> _LISTED RECORDS_:
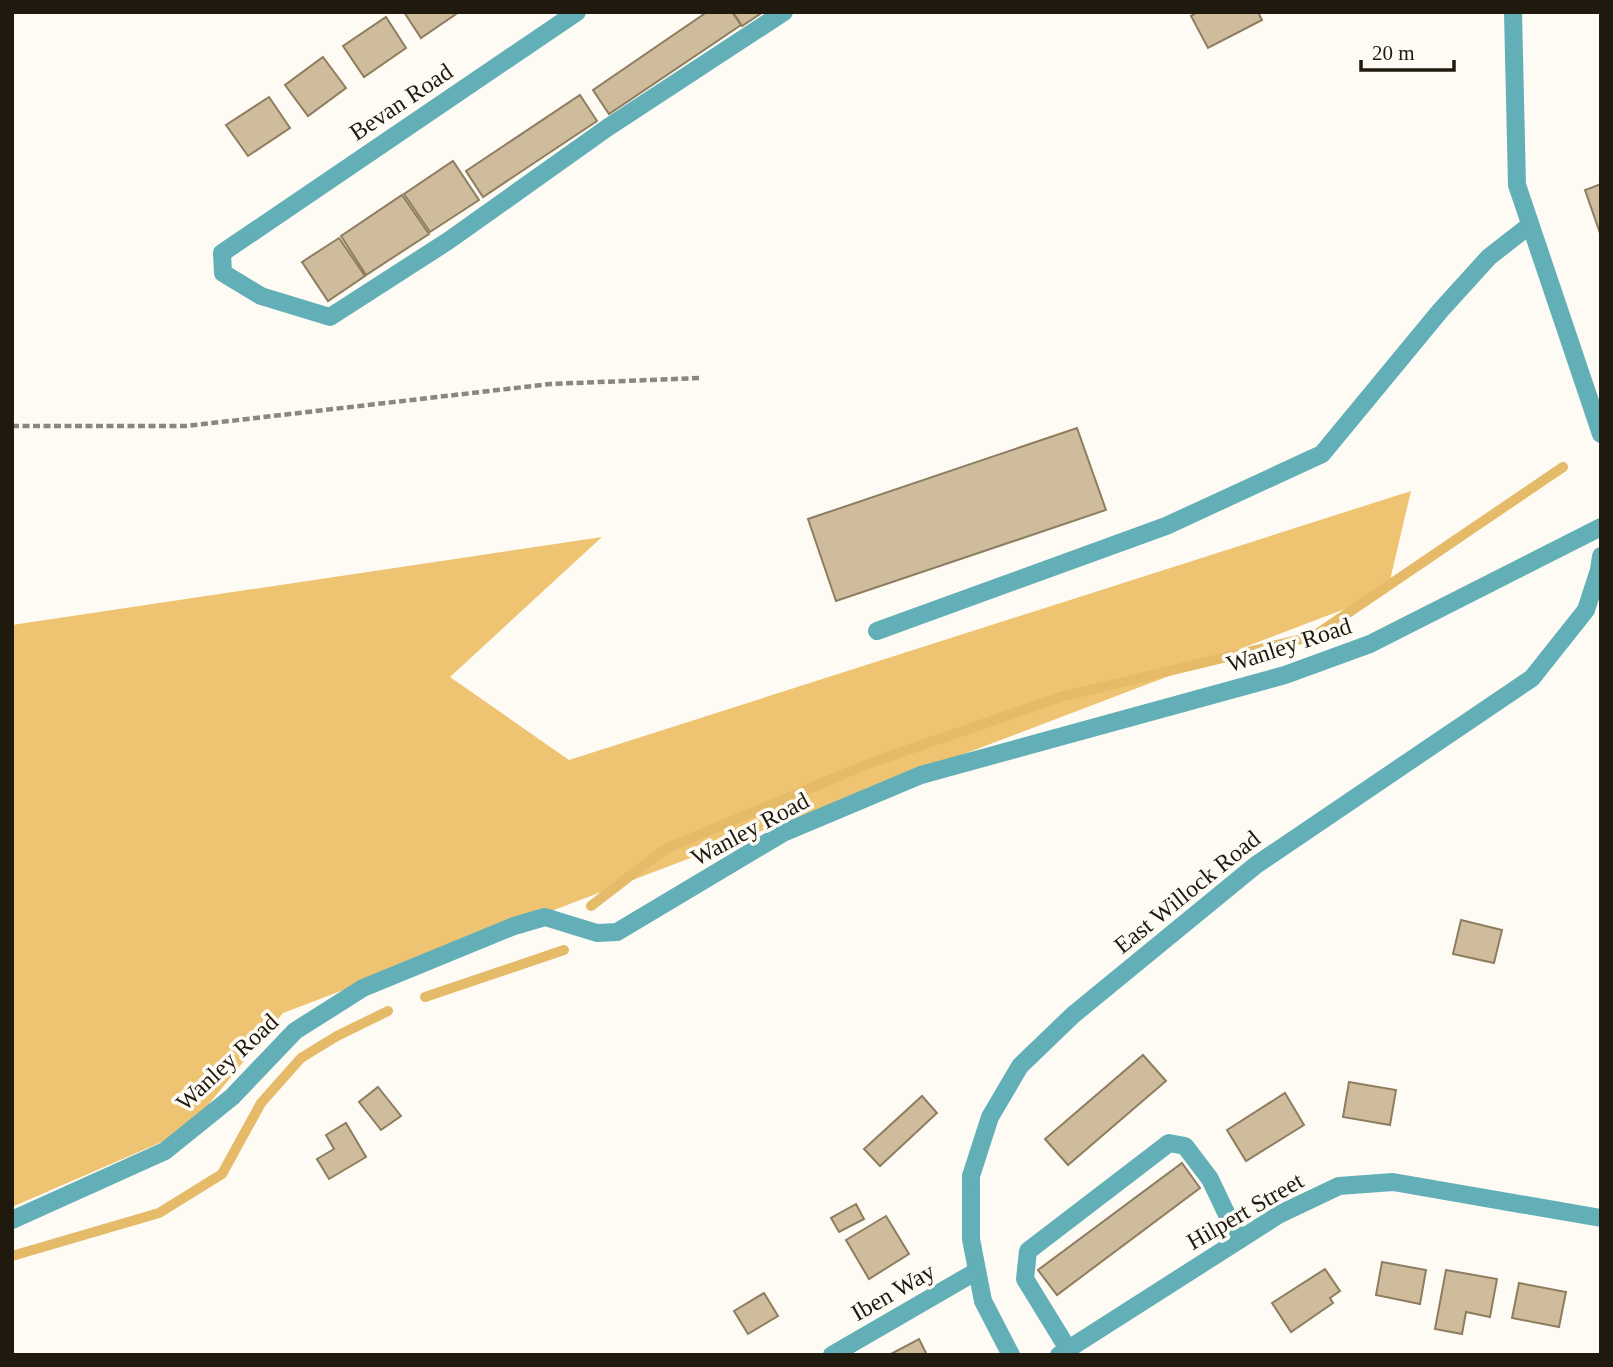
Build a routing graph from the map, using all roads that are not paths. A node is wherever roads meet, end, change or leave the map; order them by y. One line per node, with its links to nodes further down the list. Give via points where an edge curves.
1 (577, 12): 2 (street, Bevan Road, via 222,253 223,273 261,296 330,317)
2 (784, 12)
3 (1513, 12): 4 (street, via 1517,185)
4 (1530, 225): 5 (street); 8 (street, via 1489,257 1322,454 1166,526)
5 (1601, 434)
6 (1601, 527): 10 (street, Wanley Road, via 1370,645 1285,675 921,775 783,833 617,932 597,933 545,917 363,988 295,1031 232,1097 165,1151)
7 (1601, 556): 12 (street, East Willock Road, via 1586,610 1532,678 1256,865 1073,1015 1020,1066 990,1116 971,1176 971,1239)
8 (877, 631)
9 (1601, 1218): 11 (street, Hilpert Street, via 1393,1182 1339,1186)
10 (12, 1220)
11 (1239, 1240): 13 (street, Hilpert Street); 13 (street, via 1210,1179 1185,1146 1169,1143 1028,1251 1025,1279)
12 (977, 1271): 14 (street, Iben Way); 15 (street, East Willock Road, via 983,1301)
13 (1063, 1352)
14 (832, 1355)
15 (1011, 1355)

> _TASK TO COMPLETE_:
Restate every record above word for word, without images.

> _ANSWER FOR THE TASK_:
Build a routing graph from the map, using all roads that are not paths. A node is wherever roads meet, end, change or leave the map; order them by y. One line per node, with its links to nodes further down the list. Give via points where an edge curves.
1 (577, 12): 2 (street, Bevan Road, via 222,253 223,273 261,296 330,317)
2 (784, 12)
3 (1513, 12): 4 (street, via 1517,185)
4 (1530, 225): 5 (street); 8 (street, via 1489,257 1322,454 1166,526)
5 (1601, 434)
6 (1601, 527): 10 (street, Wanley Road, via 1370,645 1285,675 921,775 783,833 617,932 597,933 545,917 363,988 295,1031 232,1097 165,1151)
7 (1601, 556): 12 (street, East Willock Road, via 1586,610 1532,678 1256,865 1073,1015 1020,1066 990,1116 971,1176 971,1239)
8 (877, 631)
9 (1601, 1218): 11 (street, Hilpert Street, via 1393,1182 1339,1186)
10 (12, 1220)
11 (1239, 1240): 13 (street, Hilpert Street); 13 (street, via 1210,1179 1185,1146 1169,1143 1028,1251 1025,1279)
12 (977, 1271): 14 (street, Iben Way); 15 (street, East Willock Road, via 983,1301)
13 (1063, 1352)
14 (832, 1355)
15 (1011, 1355)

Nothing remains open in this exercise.